Start of Source material

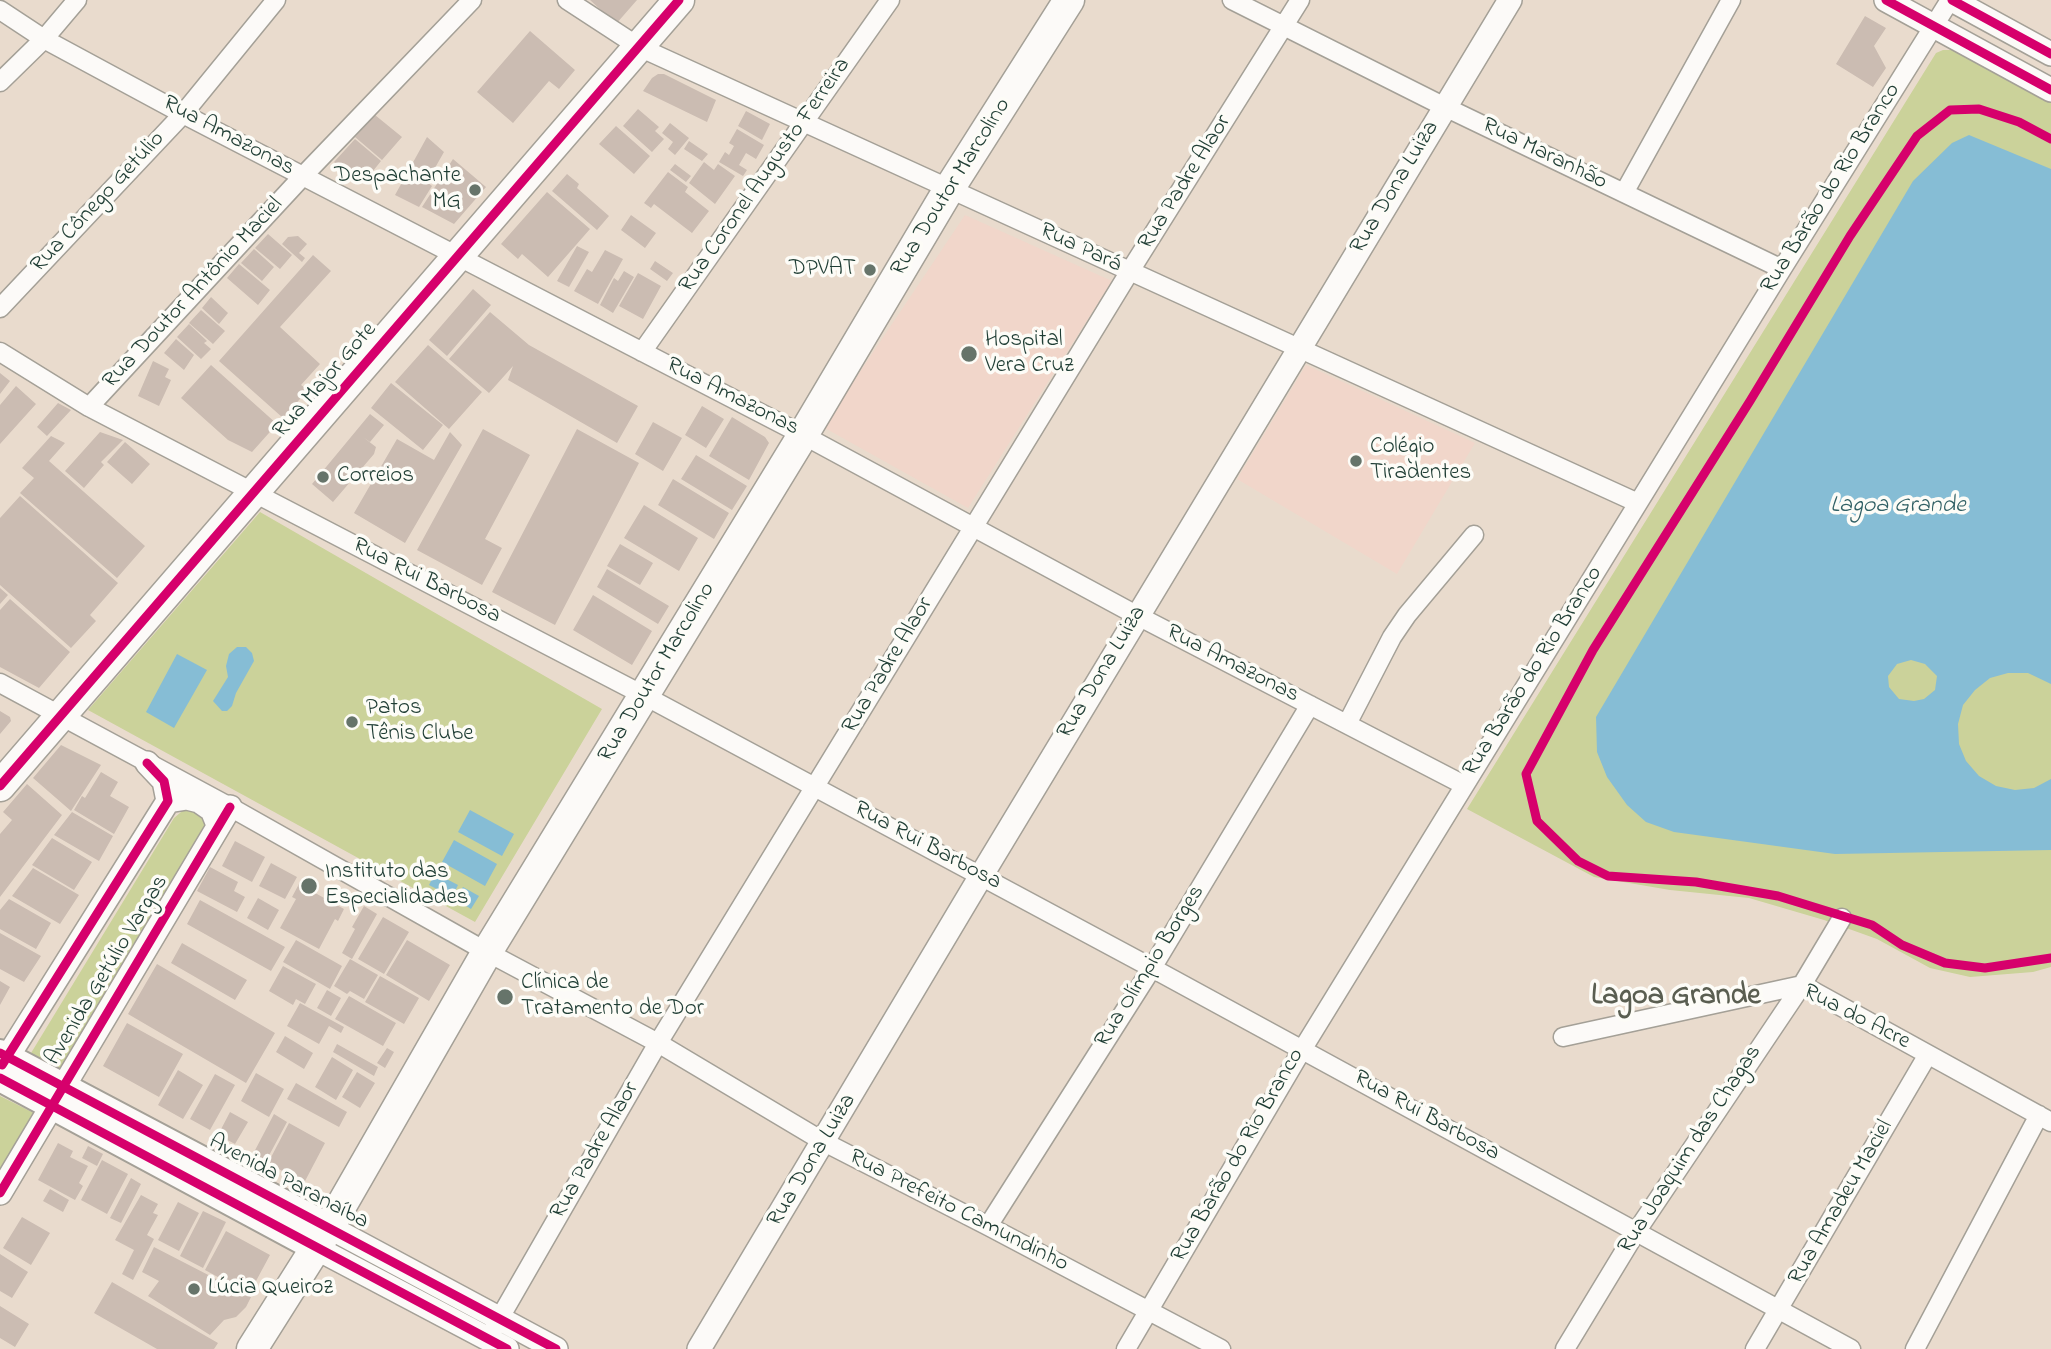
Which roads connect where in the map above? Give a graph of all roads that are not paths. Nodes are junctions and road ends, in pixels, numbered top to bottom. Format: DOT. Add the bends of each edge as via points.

End of Source material
Start of Source material

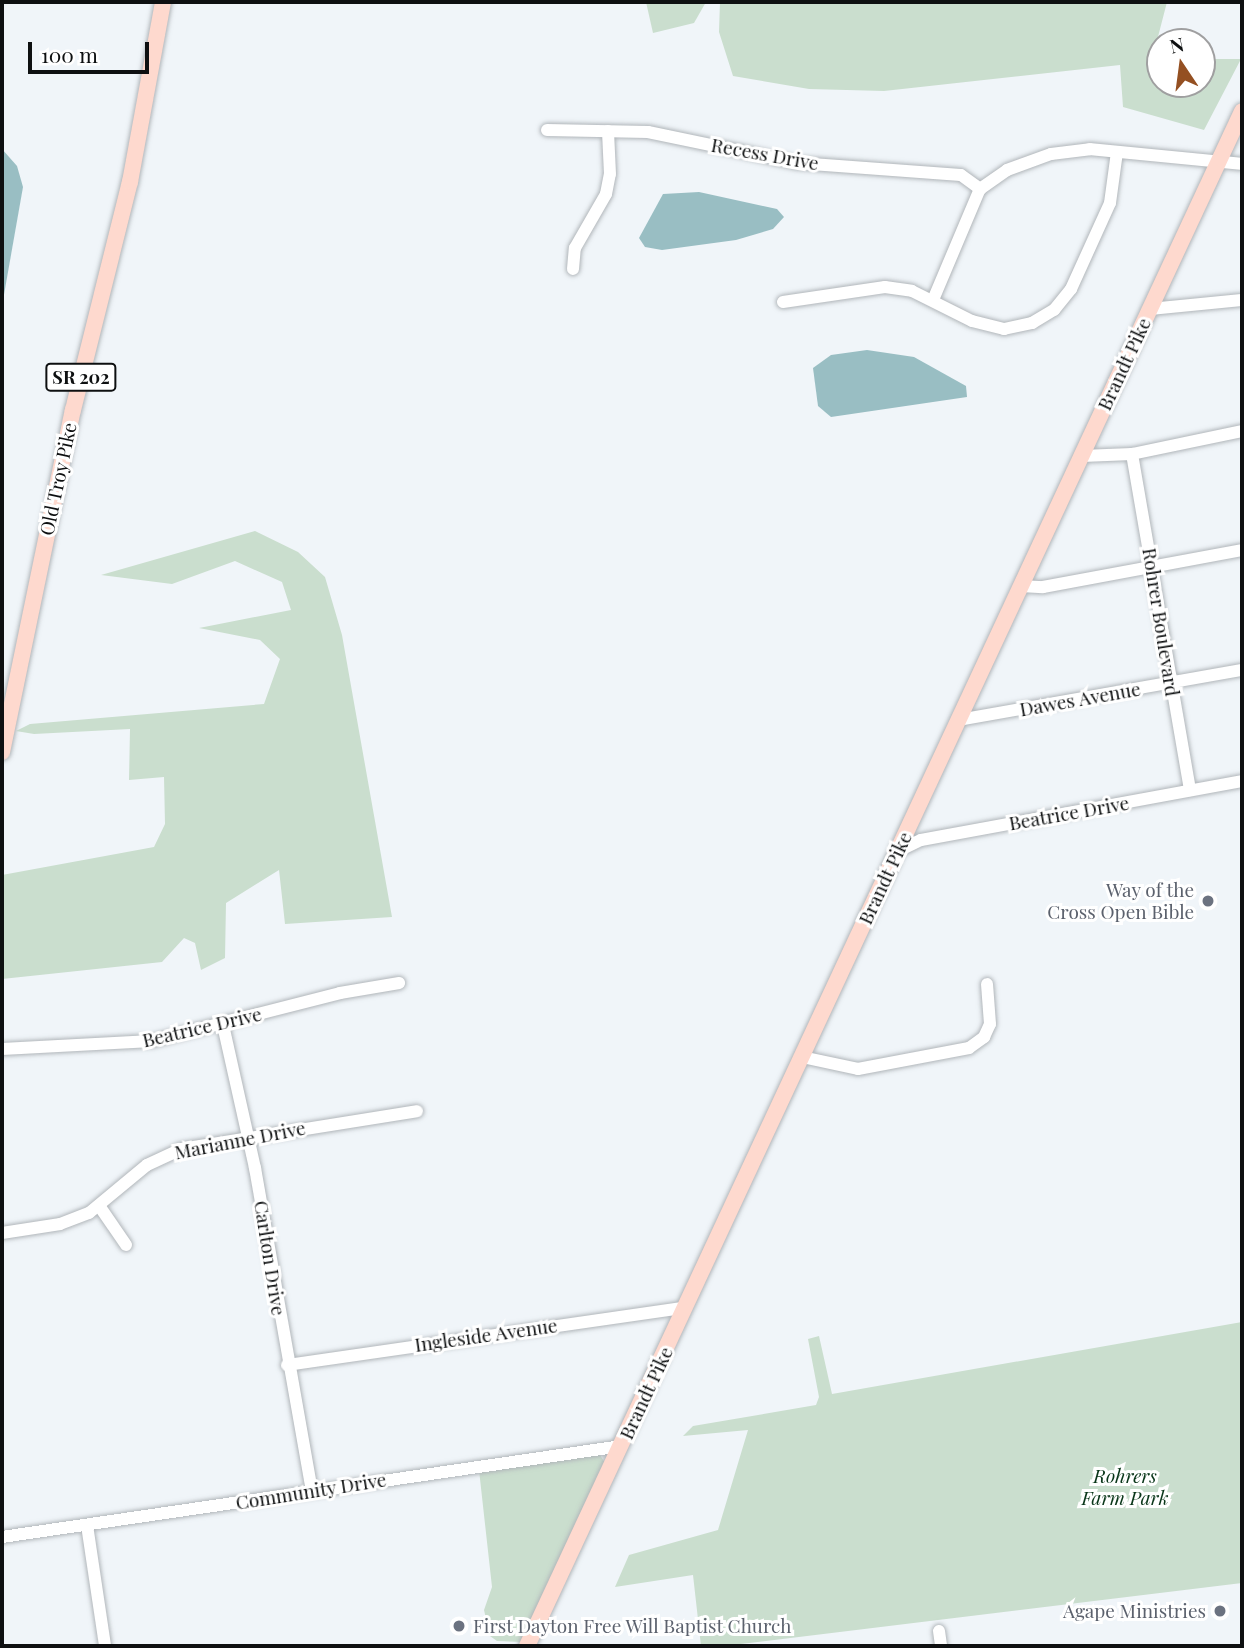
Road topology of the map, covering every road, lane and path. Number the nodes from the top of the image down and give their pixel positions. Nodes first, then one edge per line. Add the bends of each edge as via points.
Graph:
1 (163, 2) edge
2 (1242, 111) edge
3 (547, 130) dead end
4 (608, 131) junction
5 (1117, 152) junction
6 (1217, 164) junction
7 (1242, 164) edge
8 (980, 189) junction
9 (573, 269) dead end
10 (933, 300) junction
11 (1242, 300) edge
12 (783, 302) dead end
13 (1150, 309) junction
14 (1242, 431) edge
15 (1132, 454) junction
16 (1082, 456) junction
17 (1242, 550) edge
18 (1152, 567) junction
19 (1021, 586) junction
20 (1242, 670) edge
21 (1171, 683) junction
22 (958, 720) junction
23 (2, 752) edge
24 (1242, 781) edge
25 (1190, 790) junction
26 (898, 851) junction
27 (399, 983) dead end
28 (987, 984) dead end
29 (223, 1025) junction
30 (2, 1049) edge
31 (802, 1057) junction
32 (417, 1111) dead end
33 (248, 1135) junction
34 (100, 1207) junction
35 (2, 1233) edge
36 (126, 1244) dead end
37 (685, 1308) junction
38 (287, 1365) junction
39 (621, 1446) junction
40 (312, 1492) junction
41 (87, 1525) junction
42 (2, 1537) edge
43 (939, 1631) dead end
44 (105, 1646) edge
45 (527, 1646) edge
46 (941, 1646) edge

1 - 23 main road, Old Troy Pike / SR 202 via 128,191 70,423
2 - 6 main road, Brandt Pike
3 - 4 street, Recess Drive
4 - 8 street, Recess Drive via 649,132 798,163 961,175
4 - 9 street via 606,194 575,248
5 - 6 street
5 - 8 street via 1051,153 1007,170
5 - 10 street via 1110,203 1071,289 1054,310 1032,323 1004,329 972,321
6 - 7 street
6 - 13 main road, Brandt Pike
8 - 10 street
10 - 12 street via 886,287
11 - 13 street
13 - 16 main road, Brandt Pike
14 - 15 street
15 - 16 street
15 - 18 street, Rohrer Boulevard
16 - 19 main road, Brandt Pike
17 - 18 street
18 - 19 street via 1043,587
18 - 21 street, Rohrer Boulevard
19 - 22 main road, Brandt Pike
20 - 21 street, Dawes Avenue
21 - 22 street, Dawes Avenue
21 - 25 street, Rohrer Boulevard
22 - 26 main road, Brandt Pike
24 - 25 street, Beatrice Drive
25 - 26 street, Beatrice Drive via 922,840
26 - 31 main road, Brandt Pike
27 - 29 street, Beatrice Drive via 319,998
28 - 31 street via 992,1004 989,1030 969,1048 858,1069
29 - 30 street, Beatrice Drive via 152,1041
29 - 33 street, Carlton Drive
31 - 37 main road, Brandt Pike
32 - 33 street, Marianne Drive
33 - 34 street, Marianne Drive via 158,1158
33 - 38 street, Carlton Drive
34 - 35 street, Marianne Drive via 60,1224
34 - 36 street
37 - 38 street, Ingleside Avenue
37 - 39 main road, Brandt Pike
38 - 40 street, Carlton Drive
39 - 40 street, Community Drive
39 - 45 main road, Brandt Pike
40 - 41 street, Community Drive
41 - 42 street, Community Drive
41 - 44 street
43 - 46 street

End of Source material

**To do:**
Report the lines above that contain "bends".

**Final answer:**
Which roads connect where in the map above? Give a graph of all roads that are not paths. Nodes are junctions and road ends, in pixels, numbered top to bottom. Format: DOT. Add the bends of each edge as via points.
Road topology of the map, covering every road, lane and path. Number the nodes from the top of the image down and give their pixel positions. Nodes first, then one edge per line. Add the bends of each edge as via points.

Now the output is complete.